Of a lighter and merrier nature than either of her parents, such disturbance wasn’t her nature. As with her misgivings over the man who’d ridden in that day. There was nothing overt to give her pause, yet she’d taken it. That bothered her. Still, there was little she could do about it, save wait to see if a reason presented itself. For now, she had boggins to consider.

So she rode at Gwillim’s right and his second at his left and kept her eyes on the land around her for any sign of threat.

Her worries, she kept to herself.

There was enough for her mind to consider with her majority now so near at hand.

Of an age then – a matter of being mature in more than merely years but of soul, heart, mind and body – to make her own decisions.

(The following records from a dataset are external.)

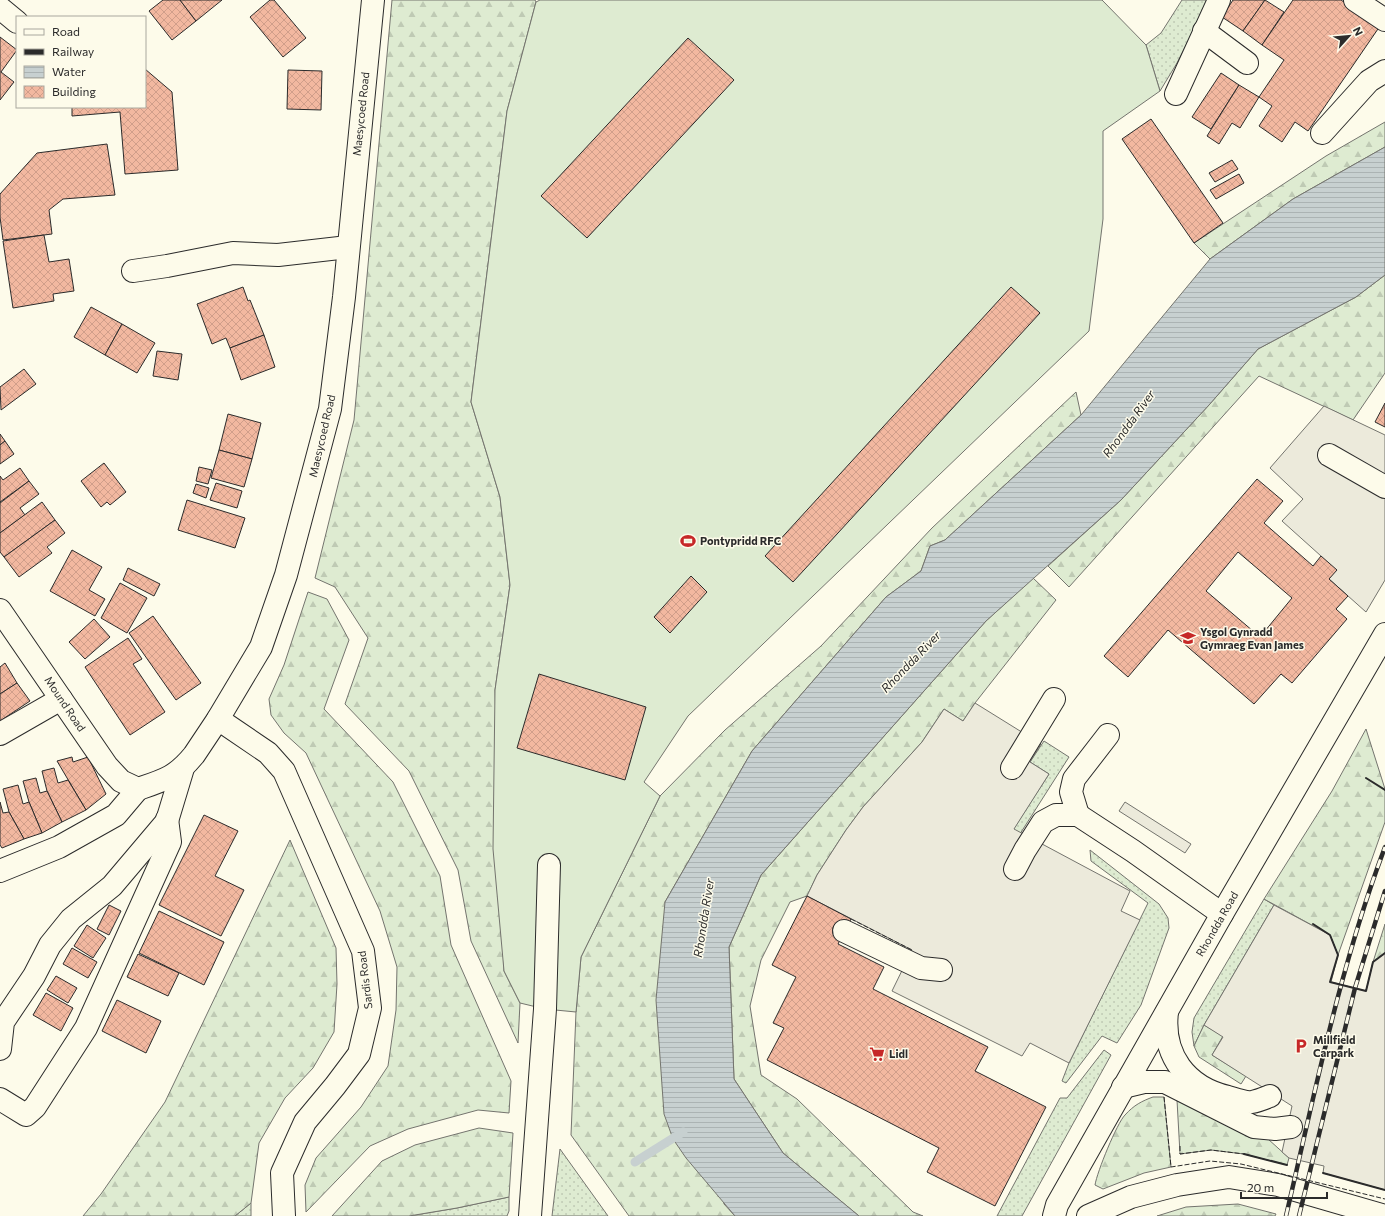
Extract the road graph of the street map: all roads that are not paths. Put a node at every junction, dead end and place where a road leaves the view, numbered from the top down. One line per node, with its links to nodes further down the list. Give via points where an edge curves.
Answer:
1 (372, 0): 12 (street, Maesycoed Road)
2 (1219, 0): 7 (street)
3 (1355, 0): 5 (street)
4 (0, 8): 6 (street)
5 (1385, 20)
6 (16, 21)
7 (1204, 31): 8 (street); 10 (street)
8 (1247, 63)
9 (1385, 71): 11 (street, via 1369,80)
10 (1176, 94)
11 (1322, 133)
12 (348, 247): 13 (street, via 278,255 233,252); 20 (street, Maesycoed Road, via 330,409 301,523 261,647)
13 (133, 271)
14 (1329, 455): 15 (street)
15 (1385, 487)
16 (0, 610): 18 (street, Mound Road)
17 (1385, 634): 31 (street, Rhondda Road)
18 (61, 699): 21 (street); 25 (street, Mound Road, via 107,766 121,781)
19 (1054, 699): 24 (street)
20 (218, 719): 23 (street, Maesycoed Road); 40 (street, Sardis Road, via 268,753 284,771 363,951 370,1008 359,1054 305,1122 282,1174)
21 (0, 734)
22 (1108, 735): 26 (street, via 1074,779 1072,792)
23 (183, 768): 25 (street, Maesycoed Road, via 166,780); 27 (street)
24 (1012, 768)
25 (138, 789): 30 (street, via 116,815 59,847)
26 (1078, 815): 29 (street, via 1056,815 1043,822); 31 (street)
27 (167, 819): 35 (street, via 112,886 72,919 50,945 34,976 3,1022); 38 (street, via 170,842 86,1028 36,1107 26,1115)
28 (549, 865): 41 (street, via 545,1009)
29 (1015, 868)
30 (0, 872)
31 (1222, 914): 34 (street, Rhondda Road)
32 (844, 931): 33 (street, via 921,968)
33 (940, 970)
34 (1167, 1012): 36 (street, Rhondda Road); 37 (street, via 1165,1028 1174,1059 1184,1073 1214,1094 1252,1102)
35 (0, 1049)
36 (1123, 1086): 39 (street, via 1165,1082 1254,1127); 42 (street, Rhondda Road, via 1057,1205)
37 (1270, 1096)
38 (0, 1099)
39 (1291, 1127)
40 (284, 1216)
41 (530, 1216)
42 (1054, 1216)
43 (1088, 1216): 44 (street, via 1131,1198 1177,1185 1229,1177 1278,1185)
44 (1385, 1216)

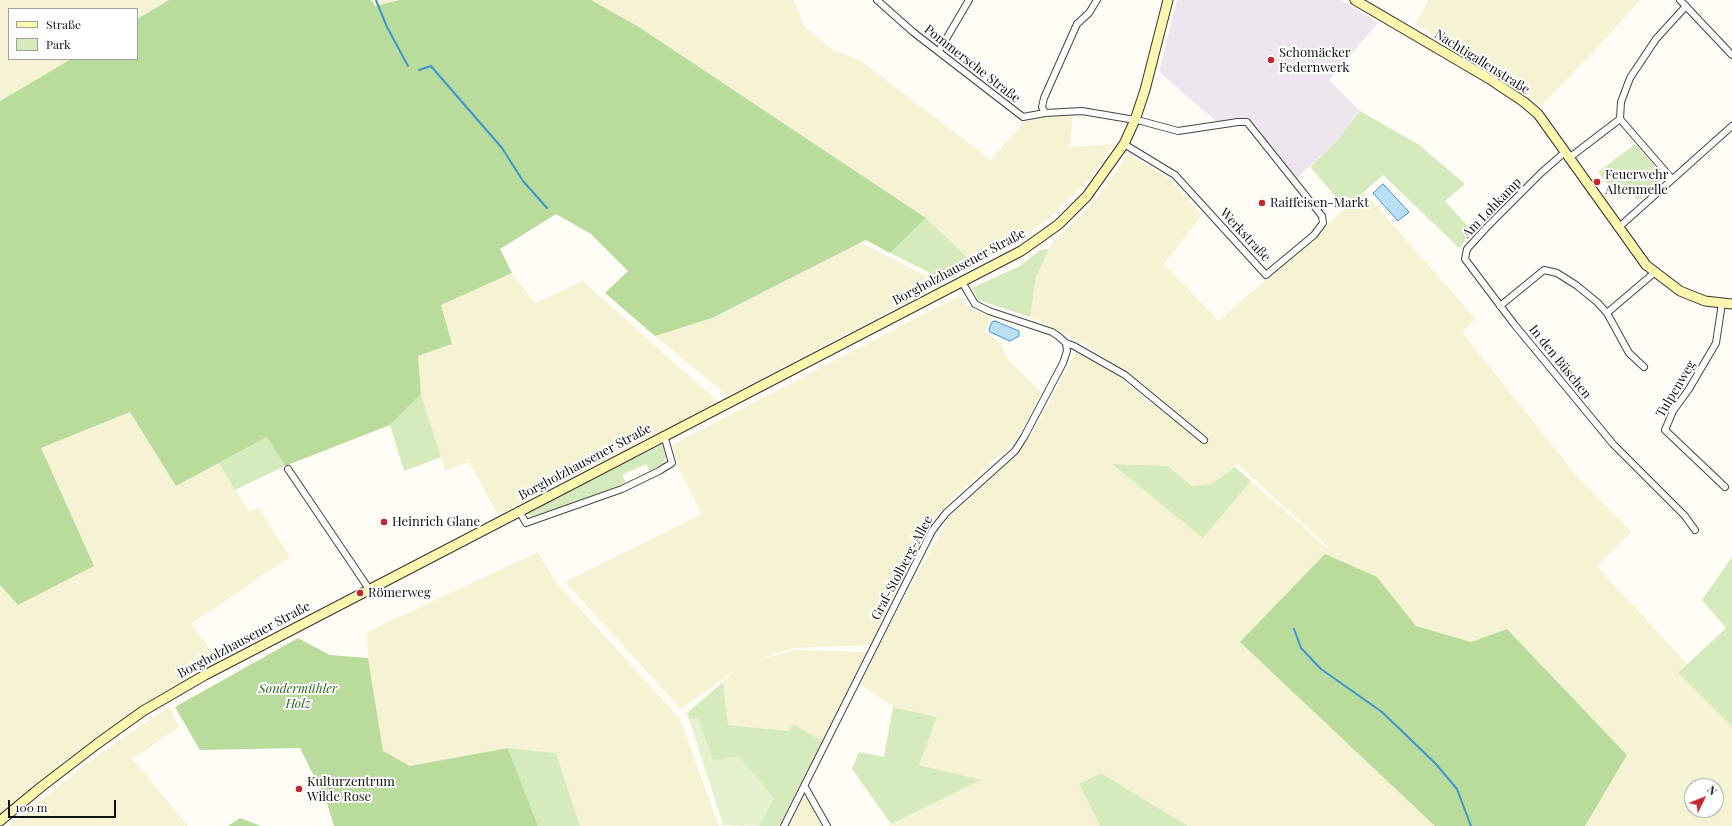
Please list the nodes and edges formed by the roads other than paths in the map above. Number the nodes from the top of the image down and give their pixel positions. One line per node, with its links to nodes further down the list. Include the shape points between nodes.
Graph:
1 (877, 0): 8 (street, Pommersche Straße, via 896,19)
2 (970, 0): 8 (street)
3 (1097, 0): 10 (street, via 1089,13 1077,24 1044,98 1042,107)
4 (1168, 0): 12 (main road, Borgholzhausener Straße)
5 (1354, 0): 16 (main road, Nachtigallenstraße, via 1513,93 1538,114)
6 (1680, 0): 7 (street)
7 (1686, 6): 9 (street); 11 (street, via 1656,39 1630,78 1621,102)
8 (939, 51): 10 (street, Pommersche Straße, via 1023,117)
9 (1732, 55)
10 (1045, 113): 12 (street, Pommersche Straße, via 1082,111)
11 (1620, 119): 16 (street, Am Lohkamp); 17 (street)
12 (1135, 120): 13 (street, Pommersche Straße, via 1178,131); 15 (main road, Borgholzhausener Straße)
13 (1247, 122): 15 (street, Werkstraße, via 1322,216 1323,223 1314,235 1266,275 1175,175)
14 (1732, 126): 17 (street)
15 (1124, 144): 20 (main road, Borgholzhausener Straße, via 1087,196 1059,224 1020,251)
16 (1567, 155): 18 (main road, Nachtigallenstraße); 23 (street, Am Lohkamp, via 1523,190 1467,249 1465,259)
17 (1672, 179): 18 (street)
18 (1618, 228): 19 (main road, Nachtigallenstraße)
19 (1654, 273): 21 (main road, Nachtigallenstraße, via 1680,291 1705,301); 24 (street)
20 (962, 282): 25 (street, via 975,304 1052,332); 27 (main road, Borgholzhausener Straße)
21 (1722, 303): 22 (main road, Nachtigallenstraße); 30 (street, Tulpenweg, via 1716,343 1673,411 1665,430)
22 (1732, 304)
23 (1500, 306): 24 (street, via 1544,270 1557,273 1576,285); 32 (street, In den Büschen, via 1613,444 1685,516)
24 (1607, 313): 26 (street, via 1629,353)
25 (1066, 343): 28 (street, via 1125,375); 34 (street, Graf-Stolberg-Allee, via 1067,351 1063,363 1015,451 946,513 932,531)
26 (1644, 367)
27 (664, 435): 31 (main road, Borgholzhausener Straße); 31 (street, Borgholzhausener Straße, via 672,463 659,471 622,489 526,523)
28 (1204, 440)
29 (288, 468): 33 (street)
30 (1725, 487)
31 (519, 511): 33 (main road, Borgholzhausener Straße)
32 (1695, 530)
33 (369, 589): 35 (main road, Borgholzhausener Straße, via 227,662 143,711 81,755)
34 (805, 787): 36 (street, Graf-Stolberg-Allee); 37 (street)
35 (0, 821)
36 (784, 826)
37 (827, 826)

To be named well and truly Geric’s Heir, for good and all. Then…

A time of freedom for most of her peers and for herself if she chose it. Yet she’d been raised to rule as a servant of the people over whom she would someday reign. At her father’s knee she’d learned much of Kingship, of rule, of law, of war, strategy and battle – although it had been many years since such had been needed. The Agreement that had held together the Alliance between men, Elves and Dwarves had been drilled into her such that she knew it by heart. Each succeeding codicil and clause as well. One didn’t walk away from such lightly, nor did she even consider it. She was Heir to Riverford, Heir to Geric, that was what she’d been raised to be and that was what she was.